───── RECORDS PROVIDED

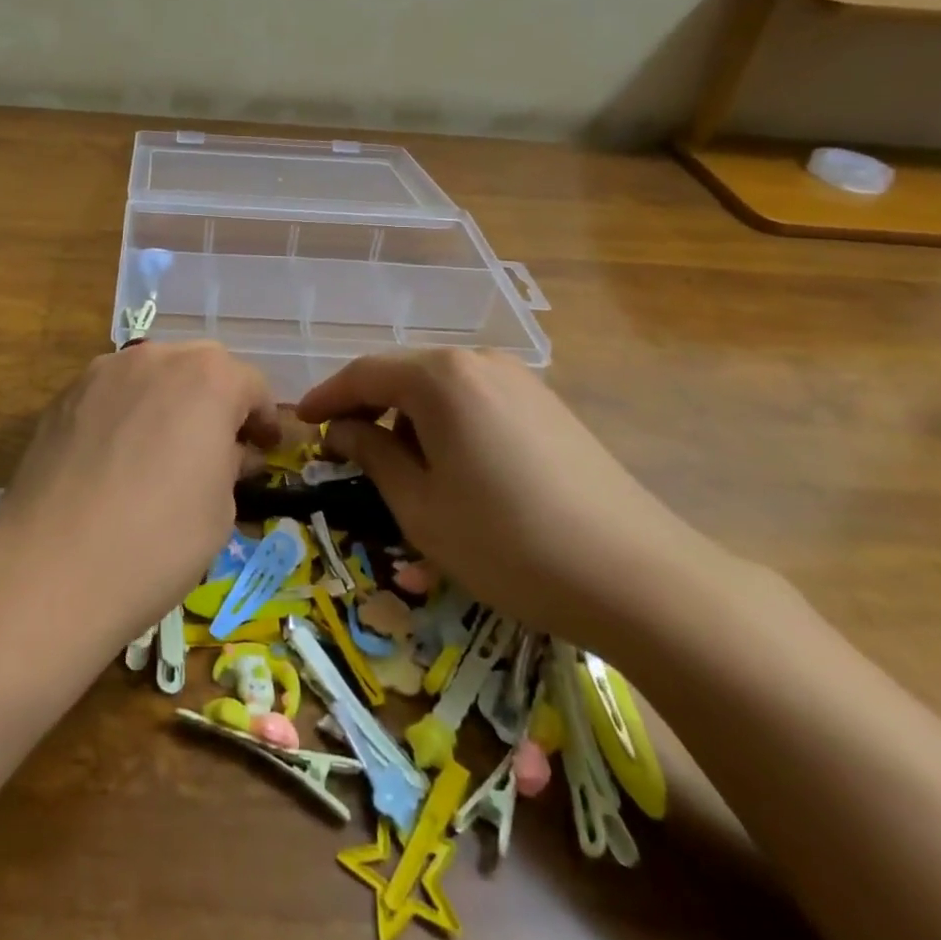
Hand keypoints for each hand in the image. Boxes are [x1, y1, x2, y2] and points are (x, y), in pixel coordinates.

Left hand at [0, 342, 278, 642]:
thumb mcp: (220, 510)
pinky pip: (112, 392)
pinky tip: (119, 456)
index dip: (263, 420)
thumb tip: (229, 452)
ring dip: (170, 399)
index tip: (265, 450)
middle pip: (201, 366)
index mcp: (208, 378)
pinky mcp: (64, 395)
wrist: (51, 566)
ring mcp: (103, 371)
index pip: (251, 385)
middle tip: (218, 446)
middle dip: (217, 399)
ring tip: (165, 447)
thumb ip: (230, 464)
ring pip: (152, 373)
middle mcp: (156, 358)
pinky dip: (128, 411)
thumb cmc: (157, 541)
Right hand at [296, 349, 722, 653]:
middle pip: (402, 372)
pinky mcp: (548, 404)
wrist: (638, 577)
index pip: (363, 373)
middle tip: (341, 443)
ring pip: (440, 385)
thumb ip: (372, 455)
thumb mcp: (419, 506)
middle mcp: (479, 361)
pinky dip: (445, 420)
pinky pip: (476, 398)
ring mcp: (520, 380)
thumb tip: (344, 430)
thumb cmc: (507, 543)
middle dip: (366, 404)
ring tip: (393, 457)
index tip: (301, 422)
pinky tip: (448, 459)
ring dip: (406, 413)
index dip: (326, 397)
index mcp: (440, 376)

──────────

### TASK STATEMENT
Return all lines in the data that include the word "ring".

### RESULT OF THE EXERCISE
ring dip: (170, 399)
ring mcp: (103, 371)
ring tip: (165, 447)
ring pip: (152, 373)
ring pip: (440, 385)
ring mcp: (520, 380)
ring tip: (393, 457)
ring dip: (406, 413)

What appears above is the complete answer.